Handelsschiffe retten Flüchtlinge "Darauf kann man sich nicht vorbereiten"
2500 Menschen hat allein die Hamburger Reederei Claus-Peter Offen in den vergangenen Monaten gerettet. Doch Handelsschiffe sind nicht für die Rettung von Flüchtlingen ausgelegt, die Besatzungen mit diesen Extremsituationen völlig überfordert.
420 Flüchtlinge aus acht Nationen - so viele Menschen wurden allein vor neun Tagen auf dem Mittelmeer zwischen Libyen und Malta gerettet. Allerdings nicht von einem Seenotrettungsdienst, sondern von einem Hamburger Containerschiff der Reederei Claus-Peter Offen.

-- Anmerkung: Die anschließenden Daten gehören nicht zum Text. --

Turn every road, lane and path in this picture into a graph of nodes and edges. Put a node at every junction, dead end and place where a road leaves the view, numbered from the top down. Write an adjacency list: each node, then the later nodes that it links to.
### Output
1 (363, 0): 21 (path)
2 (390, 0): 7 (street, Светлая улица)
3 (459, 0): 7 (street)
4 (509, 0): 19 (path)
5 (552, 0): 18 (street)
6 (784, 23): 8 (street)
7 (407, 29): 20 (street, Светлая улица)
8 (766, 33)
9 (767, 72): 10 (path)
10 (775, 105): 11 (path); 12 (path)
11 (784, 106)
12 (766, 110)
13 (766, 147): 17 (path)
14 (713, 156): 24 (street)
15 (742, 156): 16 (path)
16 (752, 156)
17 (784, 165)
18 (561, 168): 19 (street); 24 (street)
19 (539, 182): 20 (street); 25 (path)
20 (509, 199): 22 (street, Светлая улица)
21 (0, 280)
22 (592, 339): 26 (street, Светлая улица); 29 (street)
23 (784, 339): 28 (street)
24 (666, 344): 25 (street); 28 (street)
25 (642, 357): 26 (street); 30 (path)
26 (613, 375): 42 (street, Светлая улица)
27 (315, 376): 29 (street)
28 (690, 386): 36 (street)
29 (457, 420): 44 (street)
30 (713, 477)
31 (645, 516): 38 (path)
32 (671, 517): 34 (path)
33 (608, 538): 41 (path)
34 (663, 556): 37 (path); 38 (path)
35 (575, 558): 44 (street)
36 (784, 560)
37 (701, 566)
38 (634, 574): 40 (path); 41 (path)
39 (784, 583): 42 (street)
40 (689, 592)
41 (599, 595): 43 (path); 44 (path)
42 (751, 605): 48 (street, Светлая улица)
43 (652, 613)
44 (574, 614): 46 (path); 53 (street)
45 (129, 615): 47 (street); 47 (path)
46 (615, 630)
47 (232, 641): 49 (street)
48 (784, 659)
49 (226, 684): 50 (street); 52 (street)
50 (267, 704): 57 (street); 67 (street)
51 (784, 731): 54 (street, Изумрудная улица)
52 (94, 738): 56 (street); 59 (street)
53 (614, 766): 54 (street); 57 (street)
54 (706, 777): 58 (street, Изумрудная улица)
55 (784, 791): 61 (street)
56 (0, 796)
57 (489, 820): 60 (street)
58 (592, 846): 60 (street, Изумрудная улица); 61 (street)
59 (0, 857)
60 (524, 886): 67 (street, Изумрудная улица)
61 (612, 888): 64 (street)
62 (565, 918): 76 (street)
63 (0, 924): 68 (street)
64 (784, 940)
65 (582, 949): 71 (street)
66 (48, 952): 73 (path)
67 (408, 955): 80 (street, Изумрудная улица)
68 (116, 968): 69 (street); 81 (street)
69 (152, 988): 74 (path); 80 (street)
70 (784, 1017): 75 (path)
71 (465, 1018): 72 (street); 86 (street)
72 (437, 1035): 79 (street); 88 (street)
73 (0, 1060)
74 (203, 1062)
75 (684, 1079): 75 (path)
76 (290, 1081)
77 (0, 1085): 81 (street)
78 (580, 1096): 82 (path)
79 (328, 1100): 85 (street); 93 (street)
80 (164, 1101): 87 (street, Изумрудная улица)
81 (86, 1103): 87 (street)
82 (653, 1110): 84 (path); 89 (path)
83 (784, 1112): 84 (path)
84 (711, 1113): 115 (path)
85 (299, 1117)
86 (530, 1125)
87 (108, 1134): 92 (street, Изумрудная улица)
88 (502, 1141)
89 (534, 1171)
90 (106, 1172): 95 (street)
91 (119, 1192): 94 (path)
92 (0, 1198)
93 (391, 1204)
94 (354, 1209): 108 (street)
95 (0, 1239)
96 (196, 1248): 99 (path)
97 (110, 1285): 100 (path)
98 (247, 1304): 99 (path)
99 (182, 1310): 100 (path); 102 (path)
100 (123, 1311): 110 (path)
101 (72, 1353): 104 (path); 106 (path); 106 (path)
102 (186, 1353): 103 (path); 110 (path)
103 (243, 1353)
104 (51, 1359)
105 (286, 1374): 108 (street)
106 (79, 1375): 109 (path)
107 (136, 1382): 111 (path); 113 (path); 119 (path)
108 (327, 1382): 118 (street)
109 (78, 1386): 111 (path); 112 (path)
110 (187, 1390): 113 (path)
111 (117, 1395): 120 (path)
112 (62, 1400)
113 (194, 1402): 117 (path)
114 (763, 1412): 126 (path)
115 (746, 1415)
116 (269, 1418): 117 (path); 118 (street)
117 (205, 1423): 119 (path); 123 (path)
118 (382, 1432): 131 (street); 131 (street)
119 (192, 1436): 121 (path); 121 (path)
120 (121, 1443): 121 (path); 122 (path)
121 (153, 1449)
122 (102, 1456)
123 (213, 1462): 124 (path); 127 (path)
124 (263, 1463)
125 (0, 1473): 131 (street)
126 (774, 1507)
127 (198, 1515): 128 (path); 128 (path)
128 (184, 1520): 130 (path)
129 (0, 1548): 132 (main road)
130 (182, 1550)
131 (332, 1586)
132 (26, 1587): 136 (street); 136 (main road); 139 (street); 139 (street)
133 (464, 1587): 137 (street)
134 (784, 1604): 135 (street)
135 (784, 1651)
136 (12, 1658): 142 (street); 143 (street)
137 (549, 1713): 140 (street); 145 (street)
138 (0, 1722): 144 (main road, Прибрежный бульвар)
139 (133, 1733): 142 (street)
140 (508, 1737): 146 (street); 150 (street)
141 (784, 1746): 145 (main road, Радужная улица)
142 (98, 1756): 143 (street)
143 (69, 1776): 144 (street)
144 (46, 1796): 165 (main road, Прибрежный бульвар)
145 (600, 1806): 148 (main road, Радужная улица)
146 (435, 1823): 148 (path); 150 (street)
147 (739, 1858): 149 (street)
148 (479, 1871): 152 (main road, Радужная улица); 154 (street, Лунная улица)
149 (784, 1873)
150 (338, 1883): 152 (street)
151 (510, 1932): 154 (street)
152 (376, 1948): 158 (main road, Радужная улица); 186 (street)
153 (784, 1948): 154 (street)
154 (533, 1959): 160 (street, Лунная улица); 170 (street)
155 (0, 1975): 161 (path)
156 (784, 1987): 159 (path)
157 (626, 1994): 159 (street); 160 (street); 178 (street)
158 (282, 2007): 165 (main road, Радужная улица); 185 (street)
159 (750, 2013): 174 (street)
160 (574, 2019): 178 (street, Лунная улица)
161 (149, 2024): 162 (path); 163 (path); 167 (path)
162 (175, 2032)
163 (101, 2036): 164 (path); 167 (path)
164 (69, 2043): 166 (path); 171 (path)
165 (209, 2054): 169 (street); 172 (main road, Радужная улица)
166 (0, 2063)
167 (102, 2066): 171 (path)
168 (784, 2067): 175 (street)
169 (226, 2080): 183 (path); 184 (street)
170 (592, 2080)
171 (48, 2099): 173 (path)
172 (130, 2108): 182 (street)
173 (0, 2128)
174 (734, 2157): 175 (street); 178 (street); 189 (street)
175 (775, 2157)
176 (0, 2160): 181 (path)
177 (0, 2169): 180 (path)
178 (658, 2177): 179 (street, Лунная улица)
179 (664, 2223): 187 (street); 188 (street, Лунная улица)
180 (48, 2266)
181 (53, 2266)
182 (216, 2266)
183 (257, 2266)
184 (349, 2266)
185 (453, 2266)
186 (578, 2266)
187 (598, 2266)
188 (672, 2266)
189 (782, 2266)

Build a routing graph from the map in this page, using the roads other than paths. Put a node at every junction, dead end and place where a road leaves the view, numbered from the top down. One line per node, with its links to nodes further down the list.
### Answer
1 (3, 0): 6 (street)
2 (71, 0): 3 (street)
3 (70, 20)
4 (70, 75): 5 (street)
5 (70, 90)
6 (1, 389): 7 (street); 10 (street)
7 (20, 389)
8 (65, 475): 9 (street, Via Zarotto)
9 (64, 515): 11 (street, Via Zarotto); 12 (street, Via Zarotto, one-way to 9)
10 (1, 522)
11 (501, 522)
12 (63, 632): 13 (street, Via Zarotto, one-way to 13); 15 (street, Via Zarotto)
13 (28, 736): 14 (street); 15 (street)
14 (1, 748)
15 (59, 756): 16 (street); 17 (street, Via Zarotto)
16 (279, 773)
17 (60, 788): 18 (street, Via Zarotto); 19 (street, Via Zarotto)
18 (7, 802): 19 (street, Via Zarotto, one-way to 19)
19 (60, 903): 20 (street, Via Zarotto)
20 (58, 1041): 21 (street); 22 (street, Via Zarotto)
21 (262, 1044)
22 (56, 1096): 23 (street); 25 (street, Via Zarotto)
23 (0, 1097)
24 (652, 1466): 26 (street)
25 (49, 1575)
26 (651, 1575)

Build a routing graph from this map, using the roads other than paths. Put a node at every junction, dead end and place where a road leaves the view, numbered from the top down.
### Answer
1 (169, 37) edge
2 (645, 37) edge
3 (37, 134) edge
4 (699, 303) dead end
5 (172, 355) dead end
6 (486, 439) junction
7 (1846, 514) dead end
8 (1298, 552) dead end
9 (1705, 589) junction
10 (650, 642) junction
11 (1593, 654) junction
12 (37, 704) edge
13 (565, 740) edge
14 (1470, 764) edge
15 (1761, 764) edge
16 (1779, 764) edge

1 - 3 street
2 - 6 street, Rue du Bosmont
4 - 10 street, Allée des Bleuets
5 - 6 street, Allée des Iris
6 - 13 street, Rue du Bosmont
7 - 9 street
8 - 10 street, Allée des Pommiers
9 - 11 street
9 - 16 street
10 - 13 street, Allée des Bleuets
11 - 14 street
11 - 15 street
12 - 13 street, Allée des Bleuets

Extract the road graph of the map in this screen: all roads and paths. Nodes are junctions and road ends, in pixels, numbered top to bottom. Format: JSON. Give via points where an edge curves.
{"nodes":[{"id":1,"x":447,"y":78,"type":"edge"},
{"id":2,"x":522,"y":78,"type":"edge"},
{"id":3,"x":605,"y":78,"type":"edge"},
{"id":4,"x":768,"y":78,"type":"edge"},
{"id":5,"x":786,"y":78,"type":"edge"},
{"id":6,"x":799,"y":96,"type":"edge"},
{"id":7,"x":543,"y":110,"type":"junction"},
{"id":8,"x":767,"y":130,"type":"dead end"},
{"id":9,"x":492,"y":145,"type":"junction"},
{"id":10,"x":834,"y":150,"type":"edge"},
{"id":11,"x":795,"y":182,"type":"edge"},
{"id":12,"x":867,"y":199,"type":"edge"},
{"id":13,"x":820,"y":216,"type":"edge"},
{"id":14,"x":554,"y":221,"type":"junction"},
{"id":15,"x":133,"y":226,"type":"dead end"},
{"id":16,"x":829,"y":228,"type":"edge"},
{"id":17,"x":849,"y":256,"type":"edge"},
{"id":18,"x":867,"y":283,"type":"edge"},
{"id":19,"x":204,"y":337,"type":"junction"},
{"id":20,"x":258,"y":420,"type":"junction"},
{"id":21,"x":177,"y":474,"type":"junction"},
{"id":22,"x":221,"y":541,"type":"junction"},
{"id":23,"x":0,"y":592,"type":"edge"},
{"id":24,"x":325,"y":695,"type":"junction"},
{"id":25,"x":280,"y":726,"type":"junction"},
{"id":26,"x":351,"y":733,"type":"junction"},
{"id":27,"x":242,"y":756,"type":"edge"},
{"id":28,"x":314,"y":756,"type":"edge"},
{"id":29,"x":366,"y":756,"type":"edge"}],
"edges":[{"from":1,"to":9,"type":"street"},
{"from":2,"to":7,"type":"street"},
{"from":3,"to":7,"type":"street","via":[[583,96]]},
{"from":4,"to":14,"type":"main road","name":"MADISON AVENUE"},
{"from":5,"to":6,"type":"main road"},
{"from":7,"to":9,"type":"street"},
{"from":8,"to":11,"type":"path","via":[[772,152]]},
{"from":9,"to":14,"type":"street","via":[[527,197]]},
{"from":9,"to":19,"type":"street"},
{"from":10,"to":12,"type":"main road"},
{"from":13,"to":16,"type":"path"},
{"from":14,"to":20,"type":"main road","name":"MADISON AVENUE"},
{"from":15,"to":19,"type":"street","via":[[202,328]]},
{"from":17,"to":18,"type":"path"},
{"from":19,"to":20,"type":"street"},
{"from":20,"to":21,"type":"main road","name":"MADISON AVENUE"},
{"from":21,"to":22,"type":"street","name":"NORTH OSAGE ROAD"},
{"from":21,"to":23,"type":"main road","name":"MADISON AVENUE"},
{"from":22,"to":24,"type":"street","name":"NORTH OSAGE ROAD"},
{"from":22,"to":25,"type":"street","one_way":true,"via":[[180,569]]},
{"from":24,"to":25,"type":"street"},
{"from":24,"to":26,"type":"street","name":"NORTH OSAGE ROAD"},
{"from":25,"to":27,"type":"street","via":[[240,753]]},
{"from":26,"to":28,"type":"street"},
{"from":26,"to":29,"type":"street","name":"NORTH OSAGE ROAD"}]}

"Eine Extremsituation", so Reederei-Vorstand Hermann Klein: "Wenn wir zu einem Einsatz gerufen werden, ist die Crew natürlich im Kern auf solche Einsätze vorbereitet. Aber auf die emotionale Belastung, die in einem solchen Fall eintritt, darauf kann man sich gar nicht vorbereiten."
Handelsschiffe seien grundsätzlich darauf ausgerichtet, normale Seenotfallsituationen zu beherrschen, so Klein. Die Rettung von Flüchtlingen stelle die Besatzungen aber vor unvorstellbare Herausforderungen. Ausreichend Proviant für die völlig ausgehungerten und dehydrierten Menschen gebe es in der Regel. Allerdings mangele es an Unterbringungsmöglichkeiten und vor allem an medizinischem Fachpersonal für die geschwächten und oftmals kranken oder verletzten Flüchtlinge.
Keine ausreichende Versorgung möglich
Insbesondere bei starkem Seegang und Kälte sei eine ausreichende Versorgung unmöglich, sagt Klein. Und es gebe weitere Details: "Wir können vielleicht eine Toilette für die Flüchtlinge zur Verfügung stellen. 420 Leute haben eine Toilette. In 24 Stunden steht diese ihnen drei Minuten zur Verfügung. Sie können sich vorstellen, wie dann die Zustände an Bord sind."
Etwa 2500 Menschen hat allein die Reederei Claus-Peter Offen in den vergangenen Monaten gerettet. Ein extremer Kraftaufwand. Schwer einschätzbare Situationen, Angst vor Krankheiten wie Ebola. Trotzdem: Infrage stellen würde die Hilfestellung kein Matrose, so Ralf Nagel vom Verband Deutscher Reeder. Dazu verpflichte schon das Internationale Seerecht.
"Aber bitter ist es natürlich, wenn sie feststellen, dass sie angesichts der vielen Menschen an eine Grenze kommen. Und es ist eben häufig auch so, dass etliche von denen, die aus Seenot gerettet worden sind, wegen Entkräftung und Unterkühlung an Bord sterben", sagt Nagel.
Von der Politik alleingelassen
Es sei kein Wunder, dass einige Seefahrer mittlerweile darum gebeten hätten, das Seegebiet südlich von Lampedusa nicht mehr befahren zu müssen. Denn vor allem seit der Einstellung der italienischen Hilfsaktion Mare Nostrum fühlten sich viele Seeleute mit der Verantwortung für die Rettung der Flüchtlinge alleingelassen."Der Staat hat sich zurückgezogen und wir sollen jetzt in diesen Notlagen retten. Deshalb sagen wir: Da muss mehr von staatlicher Seite passieren, das kann nicht auf dem Rücken der Handelsschifffahrt ausgetragen werden", fordert Nagel.
Stattdessen müsse die europäische Flüchtlingspolitik umgehend reformiert werden. Kurzfristig fordern die Reeder unter anderem die Bereitstellung medizinischer Einsatzkräfte. Nur so könne der Tod von Tausenden weiteren Flüchtlingen in den kommenden Monaten verhindert werden.